It’s an oldie but it’s a goodie – an interview by Nex Gen Research with psychologist and behavioural economist Dan Ariey, author of Predictably Irrational (speed summary) and expert on non-rational (non value-maximising) consumer behaviour.

In the interview Dan suggests that market researchers are irrational – and predictably so – in their over reliance on traditional research groups and surveys that generate biased findings.
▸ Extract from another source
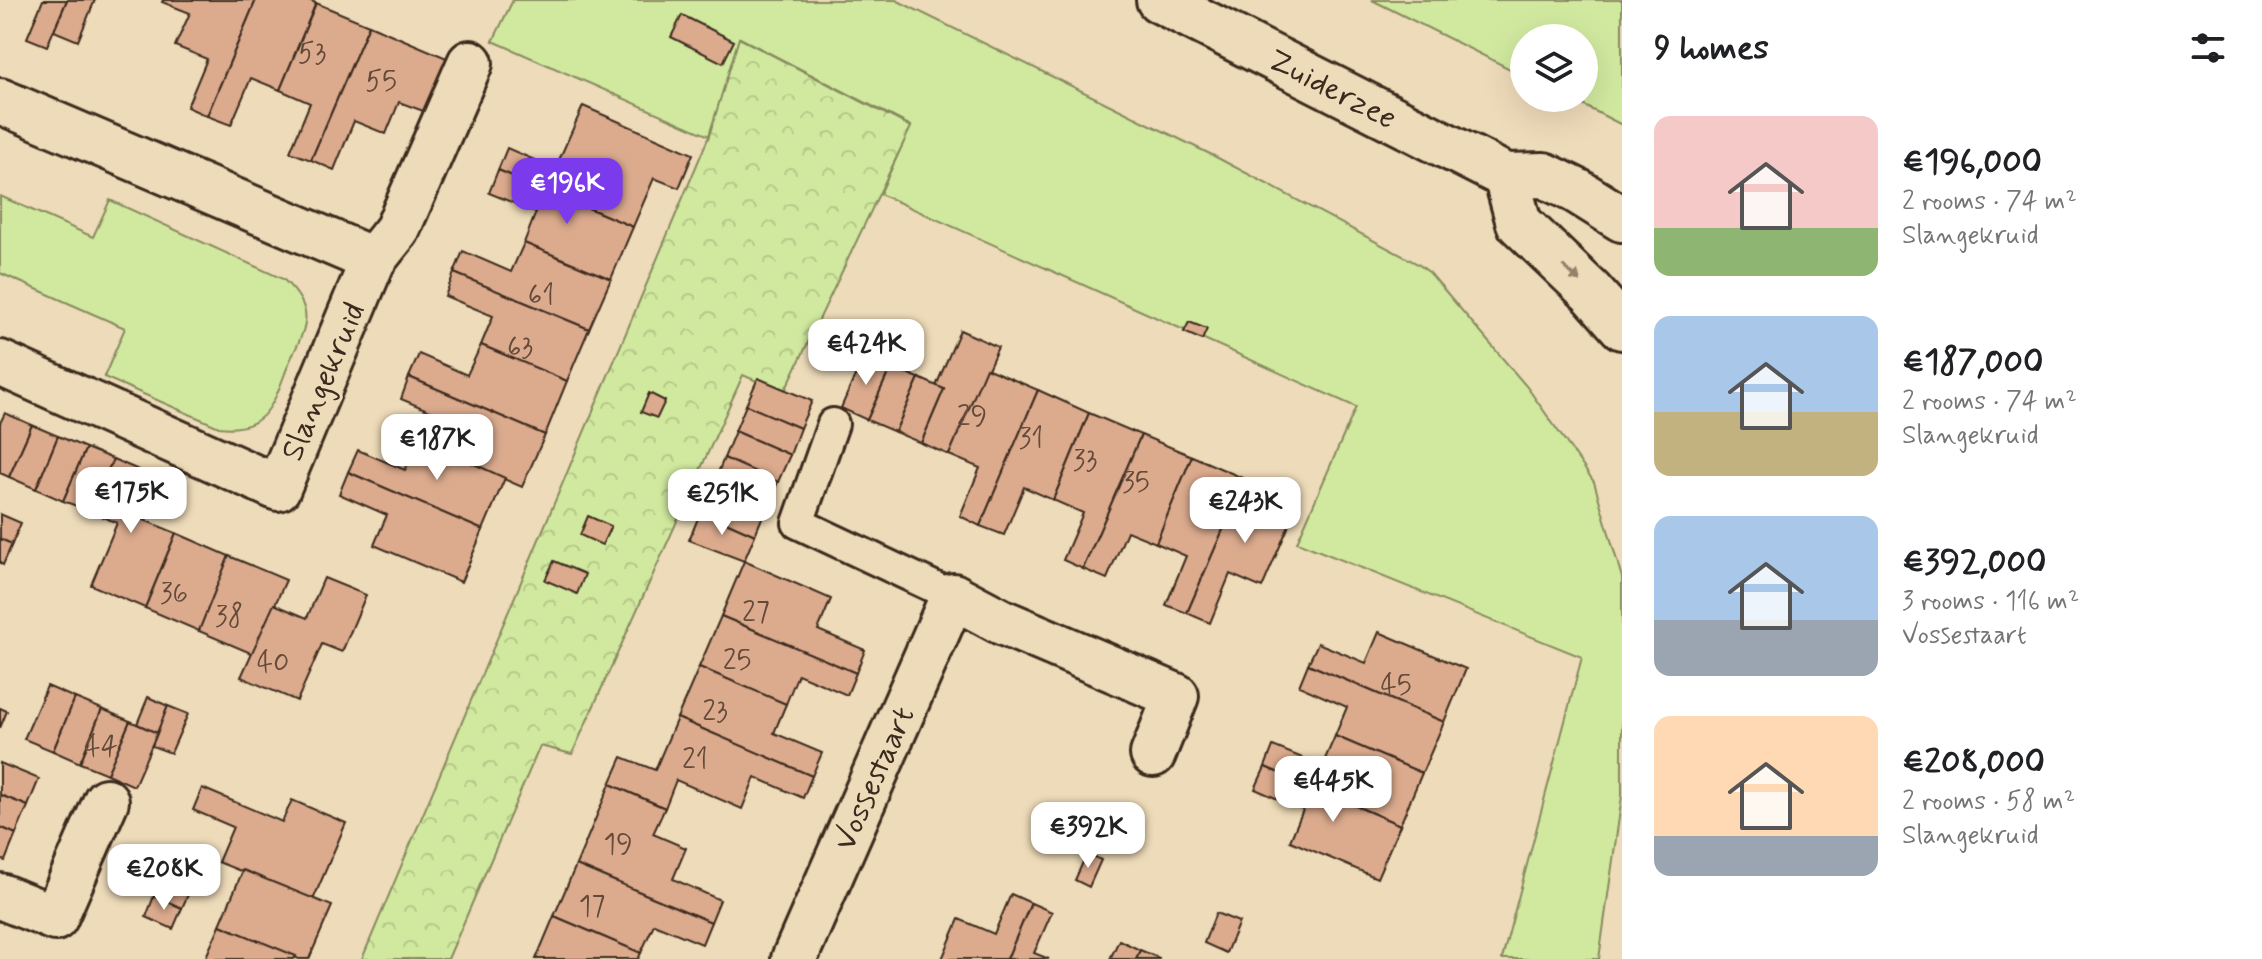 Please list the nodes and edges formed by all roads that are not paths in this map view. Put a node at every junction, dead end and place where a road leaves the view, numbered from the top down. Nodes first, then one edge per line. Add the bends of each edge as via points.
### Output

Specifically he identifies 7 problems with research group and survey methodology.

  1. Traditional survey or research groups that pay people for their opinions biases both who participates and what they say; the desire for cash and to please drives this bias
  2. Research groups and surveys that solicit opinions from those without expert or extended experience generate stereotypical results that are biased by ignorance – “it’s not useful to ask [these] people their opinion”
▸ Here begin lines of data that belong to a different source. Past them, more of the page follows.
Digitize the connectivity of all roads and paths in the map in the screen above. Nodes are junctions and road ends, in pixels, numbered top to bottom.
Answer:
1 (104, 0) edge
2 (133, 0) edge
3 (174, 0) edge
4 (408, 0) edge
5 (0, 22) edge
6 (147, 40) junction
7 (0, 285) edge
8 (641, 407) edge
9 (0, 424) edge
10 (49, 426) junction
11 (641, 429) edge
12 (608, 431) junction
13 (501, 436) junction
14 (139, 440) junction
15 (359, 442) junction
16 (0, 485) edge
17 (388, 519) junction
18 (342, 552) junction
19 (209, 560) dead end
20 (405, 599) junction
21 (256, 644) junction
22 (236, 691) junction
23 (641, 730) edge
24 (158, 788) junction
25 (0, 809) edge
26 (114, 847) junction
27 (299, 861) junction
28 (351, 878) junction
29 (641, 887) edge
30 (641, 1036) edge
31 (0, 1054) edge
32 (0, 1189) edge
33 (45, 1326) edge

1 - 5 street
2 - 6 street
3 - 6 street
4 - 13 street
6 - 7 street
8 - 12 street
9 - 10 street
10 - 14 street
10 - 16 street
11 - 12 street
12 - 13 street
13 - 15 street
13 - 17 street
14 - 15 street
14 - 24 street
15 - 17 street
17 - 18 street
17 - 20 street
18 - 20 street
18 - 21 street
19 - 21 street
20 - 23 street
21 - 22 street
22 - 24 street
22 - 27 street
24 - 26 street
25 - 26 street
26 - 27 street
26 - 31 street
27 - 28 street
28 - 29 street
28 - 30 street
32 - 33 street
  3. Research groups an surveys that over reach from “what” questions to asking “why” questions create interpretive bias; the research wrongly assumes people have some privileged insight into why they do what they do (and they don’t)
  4. Survey research (and worse research groups used as mini-surveys of people’s opinions) is but a quick, cheap and inferior substitute for a real experiment or field test that sacrifices validity, reliability and predictive power.
  5. Focus group verbatims that pepper presentations can provide a dangerous, false, and erroneous sense of confidence in a business direction or decision. It is quite irrational to base business decisions on the uninformed, non-expert opinions of consumer groups ‘It sounds crazy but organizations do it all the time’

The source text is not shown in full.